─── Data records ───

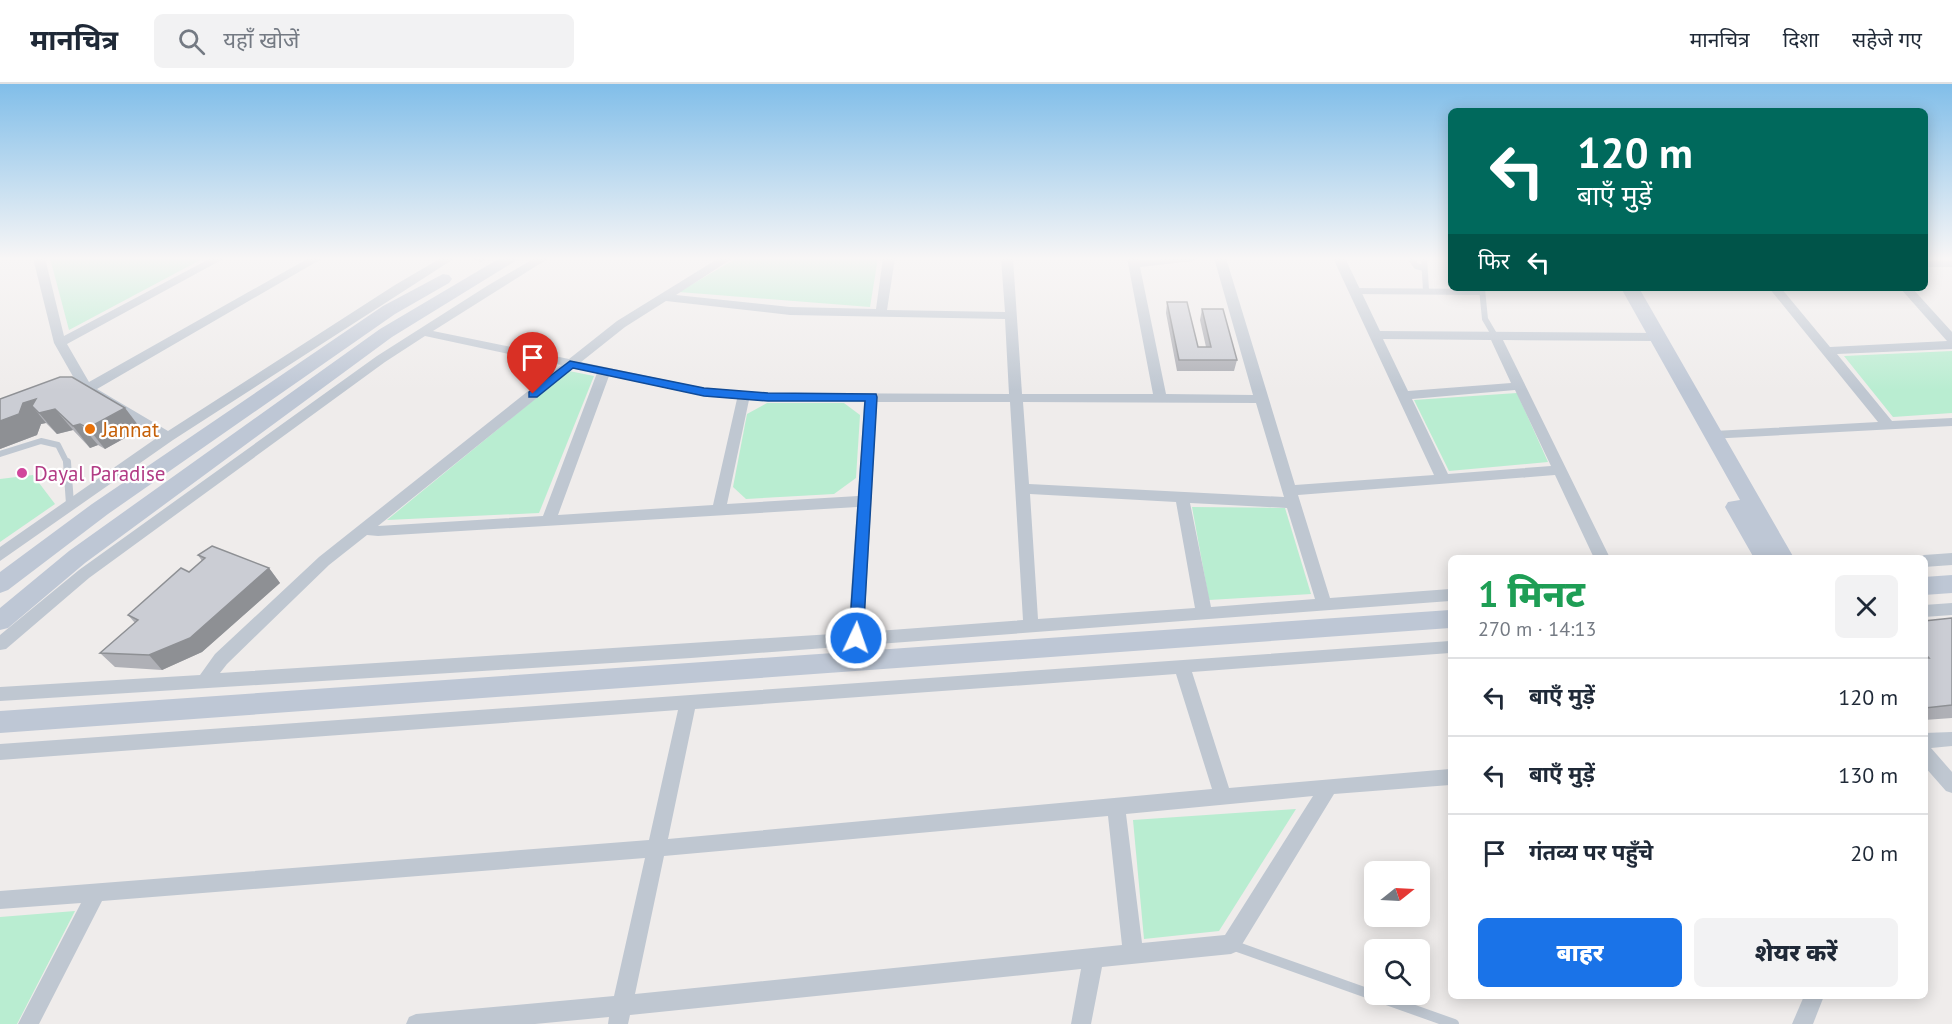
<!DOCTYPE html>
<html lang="hi">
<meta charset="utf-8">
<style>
body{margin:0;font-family:"PT Sans","Noto Sans Devanagari",sans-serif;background:#f2f2f3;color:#1f2937;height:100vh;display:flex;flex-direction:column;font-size:22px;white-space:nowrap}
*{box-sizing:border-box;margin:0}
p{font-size:20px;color:#747a83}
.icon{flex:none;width:33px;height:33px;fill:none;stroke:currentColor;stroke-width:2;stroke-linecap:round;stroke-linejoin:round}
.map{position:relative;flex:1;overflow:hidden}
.sheet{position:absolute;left:1448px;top:471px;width:480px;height:444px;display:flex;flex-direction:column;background:#fff;border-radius:9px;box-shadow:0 3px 15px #0003}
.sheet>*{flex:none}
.guide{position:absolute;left:1448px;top:24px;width:480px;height:183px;border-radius:9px;box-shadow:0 3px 15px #0003;background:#00695c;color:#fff;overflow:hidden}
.needle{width:39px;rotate:72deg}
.tools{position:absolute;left:1364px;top:777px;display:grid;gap:12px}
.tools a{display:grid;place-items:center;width:66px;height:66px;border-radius:9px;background:#fff;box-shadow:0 3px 15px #0003;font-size:30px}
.pin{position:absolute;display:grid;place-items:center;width:51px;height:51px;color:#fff;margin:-62px -26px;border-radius:50% 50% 50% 0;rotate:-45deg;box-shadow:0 0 6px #0007}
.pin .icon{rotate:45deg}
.me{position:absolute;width:66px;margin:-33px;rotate:3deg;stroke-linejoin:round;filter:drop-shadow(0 0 4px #0008)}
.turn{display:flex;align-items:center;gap:21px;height:126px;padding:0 30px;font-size:27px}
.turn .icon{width:78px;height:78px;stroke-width:2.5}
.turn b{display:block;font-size:42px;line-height:51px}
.then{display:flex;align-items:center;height:57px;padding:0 30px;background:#0003;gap:12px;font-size:22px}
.round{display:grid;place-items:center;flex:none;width:63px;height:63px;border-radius:9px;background:#f2f2f3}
.overview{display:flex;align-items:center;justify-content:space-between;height:102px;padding:0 30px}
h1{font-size:36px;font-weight:800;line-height:45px;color:#1e9e55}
.cta{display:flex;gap:12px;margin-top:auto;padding:12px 30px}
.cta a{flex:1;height:69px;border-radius:9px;background:#1a73e8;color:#fff;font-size:24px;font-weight:800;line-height:69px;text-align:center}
.cta a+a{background:#f2f2f3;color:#1f2937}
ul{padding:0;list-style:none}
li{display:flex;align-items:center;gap:18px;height:78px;padding:0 30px;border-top:2px solid #e0e1e3}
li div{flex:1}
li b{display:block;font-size:22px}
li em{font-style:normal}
header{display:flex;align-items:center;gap:36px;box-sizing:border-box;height:84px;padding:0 30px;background:#fff;border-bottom:2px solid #e0e1e3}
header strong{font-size:28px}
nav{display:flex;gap:33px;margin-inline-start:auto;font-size:21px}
.search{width:420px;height:54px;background:#f2f2f3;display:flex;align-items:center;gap:15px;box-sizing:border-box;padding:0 21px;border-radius:9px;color:#747a83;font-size:22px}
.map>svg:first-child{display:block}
</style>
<header>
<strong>मानचित्र</strong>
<div class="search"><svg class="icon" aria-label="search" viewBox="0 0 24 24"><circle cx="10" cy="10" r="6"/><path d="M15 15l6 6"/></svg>यहाँ खोजें</div>
<nav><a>मानचित्र</a><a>दिशा</a><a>सहेजे गए</a></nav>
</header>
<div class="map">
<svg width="1952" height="940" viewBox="0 0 1952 940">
<rect width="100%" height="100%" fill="#efeceb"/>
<g fill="#b9edd1">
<polygon points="50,174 204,174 69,246"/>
<polygon points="737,174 878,174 870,223 679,208"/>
<polygon points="1952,267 1952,329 1893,333 1844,272"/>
<polygon points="569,287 594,292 539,429 387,436"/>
<polygon points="1517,309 1548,378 1449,387 1414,316"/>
<polygon points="767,319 844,319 860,331 856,394 834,410 746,415 733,403 747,330"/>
<polygon points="33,391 55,420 0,458 0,395"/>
<polygon points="1192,423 1285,424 1311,510 1209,516"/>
<polygon points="1296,725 1219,847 1144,855 1133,736"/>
<polygon points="75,827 17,940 0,940 0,833"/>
</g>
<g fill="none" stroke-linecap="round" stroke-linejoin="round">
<g stroke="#bfc7d1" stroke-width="6">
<polyline points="1411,174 1416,182 1424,184"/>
<polyline points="1424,174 1426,206"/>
<polyline points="1482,205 1485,235 1495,252"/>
<polyline points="1354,207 1482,208"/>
<polyline points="0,370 41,357 58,361 67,379"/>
</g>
<polyline stroke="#bfc7d1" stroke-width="8" points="67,378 70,420"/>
<polyline stroke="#bfc7d1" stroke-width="10" points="1232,861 1454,940"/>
<g fill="#bfc7d1" fill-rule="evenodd">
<polygon points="33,174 45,174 64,252 211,174 225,174 67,260 89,298 309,174 323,174 97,305 168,347 395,201 441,174 455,174 173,356 0,477 0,463 158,353 86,310 71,314 66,313 65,310 66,307 79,303 54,259"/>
<polygon points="472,174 485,174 486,175 480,178"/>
<path d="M 535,174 L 549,174 L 433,247 L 569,275 L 617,237 L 719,174 L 733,174 L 676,211 L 790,223 L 876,225 L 883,174 L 895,174 L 887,226 L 1005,228 L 1001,174 L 1013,174 L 1022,310 L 1153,310 L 1127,174 L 1139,174 L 1139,176 L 1199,174 L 1193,177 L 1140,183 L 1166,310 L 1253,311 L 1214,174 L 1226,174 L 1295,401 L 1434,391 L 1333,174 L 1345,174 L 1380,247 L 1658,249 L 1664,253 L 1658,257 L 1503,256 L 1610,474 L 1594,474 L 1555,391 L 1298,411 L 1330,514 L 1450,505 L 1450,517 L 691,574 L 0,617 L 0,603 L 200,591 L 215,570 L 319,473 L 561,281 L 425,252 L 385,278 L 89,494 L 6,565 L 0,566 L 0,551 L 79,486 L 377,272 L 487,202 ZM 666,217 L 790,231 L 1005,235 L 1009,310 L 767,309 L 704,304 L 581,278 L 625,243 ZM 1383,255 L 1491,256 L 1511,299 L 1408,307 ZM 574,284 L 597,289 L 543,432 L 378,442 ZM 609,292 L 704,312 L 737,315 L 713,421 L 558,431 ZM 1515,306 L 1551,382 L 1448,390 L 1412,315 ZM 749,316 L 864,318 L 858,412 L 727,420 ZM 877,318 L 1010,318 L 1023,536 L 864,548 ZM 1023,318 L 1256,319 L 1284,413 L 1029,400 ZM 1030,410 L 1176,418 L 1195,524 L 1038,535 ZM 1190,419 L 1287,424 L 1315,515 L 1211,523 ZM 857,423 L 848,549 L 220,589 L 227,580 L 329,481 L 367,451 L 378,452 Z"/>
<rect x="1924" y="177" width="28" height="6"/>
<polygon points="1769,204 1781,204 1830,263 1947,257 1900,204 1912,204 1952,248 1952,265 1837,270 1892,337 1952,334 1952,342 1709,355 1707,352 1714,347 1878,338"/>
<polygon points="1952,469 1952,481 1924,483 1924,474 1918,474 1924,471"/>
<polygon points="1952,519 1952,531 1924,533 1924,521"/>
<path d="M 1450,557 L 1450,569 L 1192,588 L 1229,704 L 1450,685 L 1450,701 L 1334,710 L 1238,867 L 1231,870 L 1102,883 L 1091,940 L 1071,940 L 1081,885 L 630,931 L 628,940 L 608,940 L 609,933 L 535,940 L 406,940 L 409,933 L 416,930 L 614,912 L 645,774 L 102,817 L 39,940 L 18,940 L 81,819 L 0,825 L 0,807 L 649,756 L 678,626 L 0,676 L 0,660 ZM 1176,590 L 1212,705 L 668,755 L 695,625 ZM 1313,712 L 1225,851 L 1142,859 L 1126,730 ZM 1108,732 L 1122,861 L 635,910 L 664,772 Z"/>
<polygon points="1952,648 1952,662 1931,664 1952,688 1952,709 1946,707 1924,682 1924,649"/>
<polygon points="1804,912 1824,912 1813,940 1792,940"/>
</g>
<g fill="#bec7d5" fill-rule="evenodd">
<polygon points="500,174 520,174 392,253 85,479 8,544 0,546 0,524 69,467 380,245"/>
<polygon points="443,190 449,191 452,195 449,199 395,230 108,430 8,506 0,509 0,488 92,420 383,222"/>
<polygon points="1621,204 1639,204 1794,474 1754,474 1725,423 1728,418 1740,416"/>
<polygon points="1952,491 1952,509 1924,511 1924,493"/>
<polygon points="1450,526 1450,544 0,649 0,627"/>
</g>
</g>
<g fill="#afb0b6">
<polygon points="1167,218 1198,263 1206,263 1200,236 1202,225 1237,276 1234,287 1177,287 1166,229"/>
<polygon points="0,315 125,324 141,345 105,365 98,361 90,364 73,346 57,350 46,339 41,340 37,351 0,365"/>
<polygon points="198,471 269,484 280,499 202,568 162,586 115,583 100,569 135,539 128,531 189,488 202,477"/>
<polygon points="1952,534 1952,634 1924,636 1924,537"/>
</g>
<g fill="#8e9094">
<polygon points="36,315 55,325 73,346 57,350 39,329 32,322 46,339 41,340 37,351 0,365 0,337 23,319"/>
<polygon points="125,324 141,345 105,365 88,344"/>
<polygon points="80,340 98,361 90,364 73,342"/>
<polygon points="269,484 280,499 202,568 162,586 149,571"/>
</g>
<g fill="#cbcdd4" stroke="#8e9094" stroke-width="1.5">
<polygon points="1167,218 1187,218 1198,263 1211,263 1202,225 1223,225 1237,276 1179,276"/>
<polygon points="60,293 72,293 125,324 88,344 80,340 73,342 55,325 39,329 32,322 36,315 23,319 19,330 0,337 0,315"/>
<polygon points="212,462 269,484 190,554 149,571 100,569 138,536 128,531 181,484 189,488 205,474 198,471"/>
<polygon points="1952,534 1952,621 1925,624 1924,623 1924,574 1929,574 1924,569 1924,537"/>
</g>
<linearGradient id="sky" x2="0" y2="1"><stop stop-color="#81bee9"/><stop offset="0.57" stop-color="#f8f6f6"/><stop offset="1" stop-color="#f8f6f6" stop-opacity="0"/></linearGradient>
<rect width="1952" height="306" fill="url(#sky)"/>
<polygon fill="#1a73e8" stroke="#114b97" stroke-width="1.5" points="570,277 704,304 768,309 876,310 877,313 863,554 861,559 851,559 849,554 865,317 768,317 704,312 573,284 537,313 529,313 529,308"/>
<circle fill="#e8710a" stroke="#fff" stroke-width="2" cx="90" cy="345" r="6"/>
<circle fill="#d1479c" stroke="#fff" stroke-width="2" cx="22" cy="389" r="6"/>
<g text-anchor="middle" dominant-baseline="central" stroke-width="4.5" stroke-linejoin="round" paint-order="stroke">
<g font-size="21" fill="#c56008" stroke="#fff" text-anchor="start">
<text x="102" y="345">Jannat</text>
</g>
<g font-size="21" fill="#b23c85" stroke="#fff" text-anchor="start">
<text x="34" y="389">Dayal Paradise</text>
</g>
</g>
</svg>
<div class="tools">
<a><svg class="needle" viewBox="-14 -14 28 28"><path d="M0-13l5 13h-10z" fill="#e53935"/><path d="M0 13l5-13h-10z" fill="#747a83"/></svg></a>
<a><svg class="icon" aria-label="search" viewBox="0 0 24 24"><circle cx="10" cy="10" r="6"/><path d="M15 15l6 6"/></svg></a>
</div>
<div class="pin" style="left:533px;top:310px;background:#d93025"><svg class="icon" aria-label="arrive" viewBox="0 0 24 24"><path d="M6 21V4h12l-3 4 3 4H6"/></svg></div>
<svg class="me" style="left:856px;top:554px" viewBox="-20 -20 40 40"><circle r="17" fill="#1a73e8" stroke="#fff" stroke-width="3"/><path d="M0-11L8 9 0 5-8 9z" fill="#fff"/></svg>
<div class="guide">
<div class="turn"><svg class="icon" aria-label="left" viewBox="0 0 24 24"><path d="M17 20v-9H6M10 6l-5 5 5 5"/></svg><div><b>120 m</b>बाएँ मुड़ें</div></div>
<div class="then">फिर<svg class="icon" aria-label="left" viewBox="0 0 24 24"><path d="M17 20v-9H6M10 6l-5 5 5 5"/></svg></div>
</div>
<section class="sheet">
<div class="overview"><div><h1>1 मिनट</h1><p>270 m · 14:13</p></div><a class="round"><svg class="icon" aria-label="close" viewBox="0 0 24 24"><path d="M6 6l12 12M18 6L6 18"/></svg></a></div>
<ul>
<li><svg class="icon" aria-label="left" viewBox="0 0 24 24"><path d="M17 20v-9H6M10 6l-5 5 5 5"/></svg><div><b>बाएँ मुड़ें</b></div><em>120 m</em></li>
<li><svg class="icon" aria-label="left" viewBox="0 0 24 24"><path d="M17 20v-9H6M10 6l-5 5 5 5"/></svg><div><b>बाएँ मुड़ें</b></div><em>130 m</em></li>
<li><svg class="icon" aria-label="arrive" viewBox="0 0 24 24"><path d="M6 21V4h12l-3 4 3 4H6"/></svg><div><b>गंतव्य पर पहुँचे</b></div><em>20 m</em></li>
</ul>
<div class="cta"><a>बाहर</a><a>शेयर करें</a></div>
</section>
</div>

───

▶ [Problem to solve] Search the listing above for the word "shadow", and copy every line that has it.

▶ [Expected answer]
.sheet{position:absolute;left:1448px;top:471px;width:480px;height:444px;display:flex;flex-direction:column;background:#fff;border-radius:9px;box-shadow:0 3px 15px #0003}
.guide{position:absolute;left:1448px;top:24px;width:480px;height:183px;border-radius:9px;box-shadow:0 3px 15px #0003;background:#00695c;color:#fff;overflow:hidden}
.tools a{display:grid;place-items:center;width:66px;height:66px;border-radius:9px;background:#fff;box-shadow:0 3px 15px #0003;font-size:30px}
.pin{position:absolute;display:grid;place-items:center;width:51px;height:51px;color:#fff;margin:-62px -26px;border-radius:50% 50% 50% 0;rotate:-45deg;box-shadow:0 0 6px #0007}
.me{position:absolute;width:66px;margin:-33px;rotate:3deg;stroke-linejoin:round;filter:drop-shadow(0 0 4px #0008)}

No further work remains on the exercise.